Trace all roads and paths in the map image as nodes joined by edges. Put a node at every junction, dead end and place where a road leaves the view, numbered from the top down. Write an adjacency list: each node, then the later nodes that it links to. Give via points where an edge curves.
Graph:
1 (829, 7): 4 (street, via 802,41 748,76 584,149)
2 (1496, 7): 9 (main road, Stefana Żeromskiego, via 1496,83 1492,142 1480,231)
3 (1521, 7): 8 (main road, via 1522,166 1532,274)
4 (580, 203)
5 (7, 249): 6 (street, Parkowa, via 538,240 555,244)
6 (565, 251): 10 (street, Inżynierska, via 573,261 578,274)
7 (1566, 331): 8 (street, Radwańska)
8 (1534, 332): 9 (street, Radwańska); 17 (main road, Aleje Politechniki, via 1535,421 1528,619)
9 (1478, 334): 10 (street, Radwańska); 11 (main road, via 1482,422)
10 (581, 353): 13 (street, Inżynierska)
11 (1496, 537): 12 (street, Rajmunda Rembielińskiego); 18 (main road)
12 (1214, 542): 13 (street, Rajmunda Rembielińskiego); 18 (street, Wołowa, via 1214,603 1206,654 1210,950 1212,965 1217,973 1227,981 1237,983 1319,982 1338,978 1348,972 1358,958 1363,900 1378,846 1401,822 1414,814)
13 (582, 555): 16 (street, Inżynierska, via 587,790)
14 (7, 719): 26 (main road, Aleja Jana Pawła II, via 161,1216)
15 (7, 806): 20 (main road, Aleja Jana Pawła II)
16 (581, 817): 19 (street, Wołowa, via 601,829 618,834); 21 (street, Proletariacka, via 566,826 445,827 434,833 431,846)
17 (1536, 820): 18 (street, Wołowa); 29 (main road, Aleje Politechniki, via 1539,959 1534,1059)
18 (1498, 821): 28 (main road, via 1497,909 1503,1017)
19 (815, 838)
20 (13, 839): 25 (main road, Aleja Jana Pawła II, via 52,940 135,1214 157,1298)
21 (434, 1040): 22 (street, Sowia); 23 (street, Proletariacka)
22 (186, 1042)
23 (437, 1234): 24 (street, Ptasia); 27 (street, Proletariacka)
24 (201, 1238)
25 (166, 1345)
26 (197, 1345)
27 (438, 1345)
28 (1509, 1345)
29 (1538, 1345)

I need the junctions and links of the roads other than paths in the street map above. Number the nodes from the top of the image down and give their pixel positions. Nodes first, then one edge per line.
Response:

-- -- --

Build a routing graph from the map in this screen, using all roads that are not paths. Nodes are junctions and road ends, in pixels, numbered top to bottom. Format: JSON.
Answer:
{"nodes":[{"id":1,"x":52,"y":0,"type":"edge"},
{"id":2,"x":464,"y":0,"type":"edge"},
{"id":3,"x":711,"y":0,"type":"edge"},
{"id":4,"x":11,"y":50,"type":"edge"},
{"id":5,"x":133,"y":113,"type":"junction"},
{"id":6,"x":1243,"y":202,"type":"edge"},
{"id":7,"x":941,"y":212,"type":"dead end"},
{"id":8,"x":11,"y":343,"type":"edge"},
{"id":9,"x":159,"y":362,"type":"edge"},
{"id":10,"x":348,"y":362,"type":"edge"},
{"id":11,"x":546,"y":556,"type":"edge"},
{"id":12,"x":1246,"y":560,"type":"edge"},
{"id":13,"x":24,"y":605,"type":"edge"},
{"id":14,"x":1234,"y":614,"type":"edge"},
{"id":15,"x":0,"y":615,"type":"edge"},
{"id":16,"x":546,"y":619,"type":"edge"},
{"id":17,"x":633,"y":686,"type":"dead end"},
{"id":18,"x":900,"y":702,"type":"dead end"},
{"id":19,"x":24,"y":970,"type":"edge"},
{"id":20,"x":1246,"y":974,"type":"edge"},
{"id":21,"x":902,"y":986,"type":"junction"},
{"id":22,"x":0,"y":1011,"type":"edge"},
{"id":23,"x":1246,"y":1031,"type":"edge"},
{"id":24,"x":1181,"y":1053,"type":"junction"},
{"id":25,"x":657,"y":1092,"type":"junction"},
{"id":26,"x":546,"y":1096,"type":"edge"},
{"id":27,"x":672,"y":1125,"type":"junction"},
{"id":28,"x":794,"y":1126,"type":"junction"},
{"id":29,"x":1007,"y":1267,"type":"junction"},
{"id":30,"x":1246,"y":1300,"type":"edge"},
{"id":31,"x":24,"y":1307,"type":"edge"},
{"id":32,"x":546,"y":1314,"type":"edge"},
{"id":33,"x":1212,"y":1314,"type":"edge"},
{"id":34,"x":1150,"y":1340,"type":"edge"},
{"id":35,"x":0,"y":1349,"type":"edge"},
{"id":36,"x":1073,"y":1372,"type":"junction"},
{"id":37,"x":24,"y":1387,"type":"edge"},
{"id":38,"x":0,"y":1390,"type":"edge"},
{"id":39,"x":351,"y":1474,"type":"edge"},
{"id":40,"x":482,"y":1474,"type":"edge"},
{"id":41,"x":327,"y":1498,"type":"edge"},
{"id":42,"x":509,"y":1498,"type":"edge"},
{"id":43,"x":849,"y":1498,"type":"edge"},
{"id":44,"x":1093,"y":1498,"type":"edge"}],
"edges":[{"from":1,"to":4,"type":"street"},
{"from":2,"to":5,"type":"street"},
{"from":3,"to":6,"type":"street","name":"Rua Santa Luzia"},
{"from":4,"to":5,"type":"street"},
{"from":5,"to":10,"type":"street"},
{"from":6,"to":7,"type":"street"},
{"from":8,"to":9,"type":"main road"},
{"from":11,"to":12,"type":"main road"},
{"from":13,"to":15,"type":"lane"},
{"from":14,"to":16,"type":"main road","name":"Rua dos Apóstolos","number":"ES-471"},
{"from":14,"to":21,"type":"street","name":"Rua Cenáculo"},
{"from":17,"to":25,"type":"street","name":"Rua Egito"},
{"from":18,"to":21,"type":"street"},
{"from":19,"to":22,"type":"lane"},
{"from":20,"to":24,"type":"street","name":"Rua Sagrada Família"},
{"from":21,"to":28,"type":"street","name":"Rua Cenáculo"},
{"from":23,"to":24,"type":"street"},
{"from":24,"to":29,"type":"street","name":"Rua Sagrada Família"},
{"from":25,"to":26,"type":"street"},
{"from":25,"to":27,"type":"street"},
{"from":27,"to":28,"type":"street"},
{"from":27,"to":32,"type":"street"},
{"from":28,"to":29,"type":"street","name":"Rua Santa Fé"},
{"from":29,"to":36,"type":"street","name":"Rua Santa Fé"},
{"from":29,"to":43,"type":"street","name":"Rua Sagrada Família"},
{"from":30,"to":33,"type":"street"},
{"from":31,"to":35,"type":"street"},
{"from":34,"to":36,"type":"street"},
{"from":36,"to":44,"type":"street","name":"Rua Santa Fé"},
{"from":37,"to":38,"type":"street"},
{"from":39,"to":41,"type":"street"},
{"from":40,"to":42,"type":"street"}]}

-- -- --

### WHAT YOU WILL DO:
Would you return all lines from the preceding listing that contain the word "paths"?

### ANSWER FOR THIS EXERCISE:
Trace all roads and paths in the map image as nodes joined by edges. Put a node at every junction, dead end and place where a road leaves the view, numbered from the top down. Write an adjacency list: each node, then the later nodes that it links to. Give via points where an edge curves.
I need the junctions and links of the roads other than paths in the street map above. Number the nodes from the top of the image down and give their pixel positions. Nodes first, then one edge per line.
Build a routing graph from the map in this screen, using all roads that are not paths. Nodes are junctions and road ends, in pixels, numbered top to bottom. Format: JSON.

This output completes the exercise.